Maintenance Scheduling And Record Keeping
Maintenance scheduling is one of the most important parts of strata flood planning. Flood protection systems, drains, pumps and backflow prevention measures are easier to manage when inspection and maintenance records are organised.
Records To Keep Together
- Flood risk documentation file
- Flood barrier manuals, photos and service records
- Drainage cleaning records
- Pump and sump system service reports
- Backflow prevention inspection records
- Photos of key flood risk areas
- Meeting notes and decisions related to flood works
- Quotes, approvals and completed work records
- Post-event inspection notes
Review Triggers
A strata flood plan should be reviewed when:
- There is a major rain event, flood event or near miss
- Building works change drainage, access or ground levels
- New flood barriers, pumps or drainage works are installed
- A new strata manager, building manager or contractor is appointed
- Maintenance records show repeated issues
- Emergency contacts or communication processes change
Keeping records current helps the plan remain useful through normal building changes, manager handovers and committee changes.
For more detail on records, see the Flood Risk Documentation Checklist. For maintenance routines, see Regular Maintenance.
Strata Flood Planning Checklist
Use this checklist as a starting point when organising flood planning for a strata property.
Responsibilities
- Flood preparation roles identified
- Committee, manager and contractor responsibilities clarified
- Action register created or updated
- Review dates assigned
- Post-event review responsibility assigned
Communication
- Resident, tenant and owner communication process documented
- Emergency contact list reviewed
- Contractor contact list reviewed
- Message templates prepared where useful
- Communication responsibility assigned
Records
- Flood risk documentation file created
- Photos, reports and manuals stored together
- Maintenance records stored and reviewed
- Flood barrier, pump, drainage and backflow records included
- Records accessible to authorised people who need them
Review Process
- Plan reviewed after major rain, flood events or near misses
- Action register updated after inspections or maintenance
- New managers, committee members or contractors briefed
- Lessons learned recorded after incidents
- Next review date recorded
Summary
Strata flood planning is mainly about organisation, responsibility and communication.
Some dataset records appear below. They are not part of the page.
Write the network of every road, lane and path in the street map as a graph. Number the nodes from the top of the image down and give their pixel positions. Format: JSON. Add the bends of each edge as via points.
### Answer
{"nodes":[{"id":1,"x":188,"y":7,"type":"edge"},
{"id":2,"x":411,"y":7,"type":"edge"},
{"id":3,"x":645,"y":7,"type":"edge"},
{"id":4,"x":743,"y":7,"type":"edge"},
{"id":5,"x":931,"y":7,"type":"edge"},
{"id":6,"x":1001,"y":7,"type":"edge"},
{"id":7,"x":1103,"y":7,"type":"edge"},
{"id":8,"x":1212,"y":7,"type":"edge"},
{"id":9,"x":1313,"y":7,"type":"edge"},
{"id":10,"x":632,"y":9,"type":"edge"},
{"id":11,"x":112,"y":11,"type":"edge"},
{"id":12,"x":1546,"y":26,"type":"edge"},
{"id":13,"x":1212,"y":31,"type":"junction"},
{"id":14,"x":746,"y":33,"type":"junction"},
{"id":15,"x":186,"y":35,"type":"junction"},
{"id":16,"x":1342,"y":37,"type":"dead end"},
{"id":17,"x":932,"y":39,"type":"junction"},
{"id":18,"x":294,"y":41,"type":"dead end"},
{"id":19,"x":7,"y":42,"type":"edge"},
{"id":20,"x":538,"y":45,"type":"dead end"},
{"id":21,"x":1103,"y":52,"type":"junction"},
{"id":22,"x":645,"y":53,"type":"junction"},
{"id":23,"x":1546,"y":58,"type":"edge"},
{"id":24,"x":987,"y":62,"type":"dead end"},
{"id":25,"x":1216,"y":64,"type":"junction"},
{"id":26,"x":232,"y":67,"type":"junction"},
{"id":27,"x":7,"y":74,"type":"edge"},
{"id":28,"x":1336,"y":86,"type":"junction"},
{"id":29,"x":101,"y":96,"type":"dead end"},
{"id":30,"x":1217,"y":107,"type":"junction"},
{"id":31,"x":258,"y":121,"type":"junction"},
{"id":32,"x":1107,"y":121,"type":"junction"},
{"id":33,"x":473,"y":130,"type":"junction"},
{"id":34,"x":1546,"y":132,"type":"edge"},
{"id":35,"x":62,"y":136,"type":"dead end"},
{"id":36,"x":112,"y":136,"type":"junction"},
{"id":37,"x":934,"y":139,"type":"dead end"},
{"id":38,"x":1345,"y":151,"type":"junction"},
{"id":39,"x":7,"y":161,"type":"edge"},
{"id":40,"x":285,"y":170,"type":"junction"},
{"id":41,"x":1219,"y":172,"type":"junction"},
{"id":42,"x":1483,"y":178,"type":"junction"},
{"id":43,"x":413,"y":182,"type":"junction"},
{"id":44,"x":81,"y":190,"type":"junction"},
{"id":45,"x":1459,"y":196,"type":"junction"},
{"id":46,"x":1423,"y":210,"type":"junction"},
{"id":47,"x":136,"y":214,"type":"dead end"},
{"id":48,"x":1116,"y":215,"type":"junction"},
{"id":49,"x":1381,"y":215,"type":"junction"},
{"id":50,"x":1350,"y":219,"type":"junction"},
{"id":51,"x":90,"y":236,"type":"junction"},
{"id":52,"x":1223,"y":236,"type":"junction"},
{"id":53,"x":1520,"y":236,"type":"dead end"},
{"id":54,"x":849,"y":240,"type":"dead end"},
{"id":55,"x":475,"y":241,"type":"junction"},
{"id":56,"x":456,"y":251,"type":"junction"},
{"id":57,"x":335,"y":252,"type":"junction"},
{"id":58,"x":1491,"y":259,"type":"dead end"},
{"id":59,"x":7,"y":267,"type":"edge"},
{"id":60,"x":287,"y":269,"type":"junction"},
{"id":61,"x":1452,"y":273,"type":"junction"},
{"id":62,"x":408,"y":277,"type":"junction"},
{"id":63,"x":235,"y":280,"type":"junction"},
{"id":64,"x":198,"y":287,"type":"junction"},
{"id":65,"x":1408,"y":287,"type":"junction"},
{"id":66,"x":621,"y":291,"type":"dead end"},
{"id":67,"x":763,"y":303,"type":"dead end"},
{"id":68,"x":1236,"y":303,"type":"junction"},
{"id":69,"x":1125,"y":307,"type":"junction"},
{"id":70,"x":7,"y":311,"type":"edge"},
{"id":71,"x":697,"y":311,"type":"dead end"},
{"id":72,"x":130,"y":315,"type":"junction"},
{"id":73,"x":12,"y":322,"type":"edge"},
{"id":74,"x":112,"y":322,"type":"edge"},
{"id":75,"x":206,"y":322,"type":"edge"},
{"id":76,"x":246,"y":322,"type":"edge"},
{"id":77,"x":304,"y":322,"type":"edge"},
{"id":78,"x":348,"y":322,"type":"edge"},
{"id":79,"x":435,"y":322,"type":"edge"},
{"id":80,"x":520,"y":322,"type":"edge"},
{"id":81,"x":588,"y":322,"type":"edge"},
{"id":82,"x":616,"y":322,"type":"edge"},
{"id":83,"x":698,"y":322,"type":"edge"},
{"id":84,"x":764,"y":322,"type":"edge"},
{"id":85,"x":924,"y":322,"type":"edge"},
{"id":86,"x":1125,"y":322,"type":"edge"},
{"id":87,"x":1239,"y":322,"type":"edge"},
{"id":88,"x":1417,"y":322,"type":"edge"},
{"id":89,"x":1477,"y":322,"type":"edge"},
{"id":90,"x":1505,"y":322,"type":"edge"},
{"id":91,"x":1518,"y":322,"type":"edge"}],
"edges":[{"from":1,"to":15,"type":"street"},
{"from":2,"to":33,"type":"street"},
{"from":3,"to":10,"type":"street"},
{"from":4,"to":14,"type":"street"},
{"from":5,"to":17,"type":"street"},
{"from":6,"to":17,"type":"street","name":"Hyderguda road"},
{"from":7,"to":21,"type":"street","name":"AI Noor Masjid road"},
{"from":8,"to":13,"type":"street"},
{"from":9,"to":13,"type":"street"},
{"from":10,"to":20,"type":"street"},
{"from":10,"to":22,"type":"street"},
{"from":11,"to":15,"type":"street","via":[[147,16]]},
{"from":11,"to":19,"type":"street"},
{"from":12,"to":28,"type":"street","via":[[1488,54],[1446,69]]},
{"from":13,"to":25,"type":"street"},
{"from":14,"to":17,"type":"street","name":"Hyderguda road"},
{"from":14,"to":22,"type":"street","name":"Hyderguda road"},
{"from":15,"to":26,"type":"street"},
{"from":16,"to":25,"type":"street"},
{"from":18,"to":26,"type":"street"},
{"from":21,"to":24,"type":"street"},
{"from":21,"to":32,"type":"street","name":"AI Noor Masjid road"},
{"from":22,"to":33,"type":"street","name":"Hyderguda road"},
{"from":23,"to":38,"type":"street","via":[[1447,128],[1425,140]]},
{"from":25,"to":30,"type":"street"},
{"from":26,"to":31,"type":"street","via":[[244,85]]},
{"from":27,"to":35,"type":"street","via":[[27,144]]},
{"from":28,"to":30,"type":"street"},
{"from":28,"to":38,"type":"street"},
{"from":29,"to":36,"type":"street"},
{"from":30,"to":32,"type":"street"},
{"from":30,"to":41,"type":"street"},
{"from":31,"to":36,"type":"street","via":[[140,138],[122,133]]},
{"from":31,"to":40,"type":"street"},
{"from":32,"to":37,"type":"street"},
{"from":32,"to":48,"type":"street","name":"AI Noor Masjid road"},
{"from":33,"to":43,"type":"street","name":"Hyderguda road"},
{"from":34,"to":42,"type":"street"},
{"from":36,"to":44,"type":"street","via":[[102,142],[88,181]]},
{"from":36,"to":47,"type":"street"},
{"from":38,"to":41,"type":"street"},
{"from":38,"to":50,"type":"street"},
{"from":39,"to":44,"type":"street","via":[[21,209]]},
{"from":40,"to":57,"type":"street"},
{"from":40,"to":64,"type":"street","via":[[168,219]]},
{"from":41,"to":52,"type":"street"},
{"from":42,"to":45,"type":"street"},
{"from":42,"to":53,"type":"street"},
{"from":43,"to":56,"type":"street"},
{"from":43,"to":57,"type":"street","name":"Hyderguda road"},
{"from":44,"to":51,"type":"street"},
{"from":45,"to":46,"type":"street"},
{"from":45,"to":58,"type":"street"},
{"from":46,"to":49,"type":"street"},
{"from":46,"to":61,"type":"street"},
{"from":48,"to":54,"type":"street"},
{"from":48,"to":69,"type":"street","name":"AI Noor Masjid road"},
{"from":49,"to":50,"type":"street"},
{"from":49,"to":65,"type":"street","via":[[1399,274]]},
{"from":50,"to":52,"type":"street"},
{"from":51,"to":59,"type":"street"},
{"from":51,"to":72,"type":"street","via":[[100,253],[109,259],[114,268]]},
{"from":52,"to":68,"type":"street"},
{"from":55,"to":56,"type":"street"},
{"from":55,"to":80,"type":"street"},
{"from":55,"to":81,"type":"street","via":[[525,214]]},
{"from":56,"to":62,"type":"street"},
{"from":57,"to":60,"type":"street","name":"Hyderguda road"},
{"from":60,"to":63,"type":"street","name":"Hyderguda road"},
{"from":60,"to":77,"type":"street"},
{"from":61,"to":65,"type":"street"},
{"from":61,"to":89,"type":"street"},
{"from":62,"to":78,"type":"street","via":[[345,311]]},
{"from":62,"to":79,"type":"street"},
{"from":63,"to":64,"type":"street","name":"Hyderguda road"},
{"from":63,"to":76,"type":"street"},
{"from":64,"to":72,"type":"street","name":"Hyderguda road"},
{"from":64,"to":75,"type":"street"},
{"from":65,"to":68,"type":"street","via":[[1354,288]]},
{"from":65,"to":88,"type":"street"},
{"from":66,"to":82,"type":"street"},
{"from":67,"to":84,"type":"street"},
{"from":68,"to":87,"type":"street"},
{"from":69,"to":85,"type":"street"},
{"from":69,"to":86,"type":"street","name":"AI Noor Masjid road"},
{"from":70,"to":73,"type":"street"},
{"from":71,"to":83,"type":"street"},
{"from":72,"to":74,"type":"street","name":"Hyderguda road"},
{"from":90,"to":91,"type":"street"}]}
Shared buildings need clear processes so flood preparation does not depend on one person or one informal conversation.
A useful strata flood plan should identify shared flood risk areas, assign responsibilities, maintain an action register, keep contractor details current and store flood-related records somewhere accessible.
The goal is to make flood preparation easier to manage, easier to hand over and easier to review after severe weather or building changes.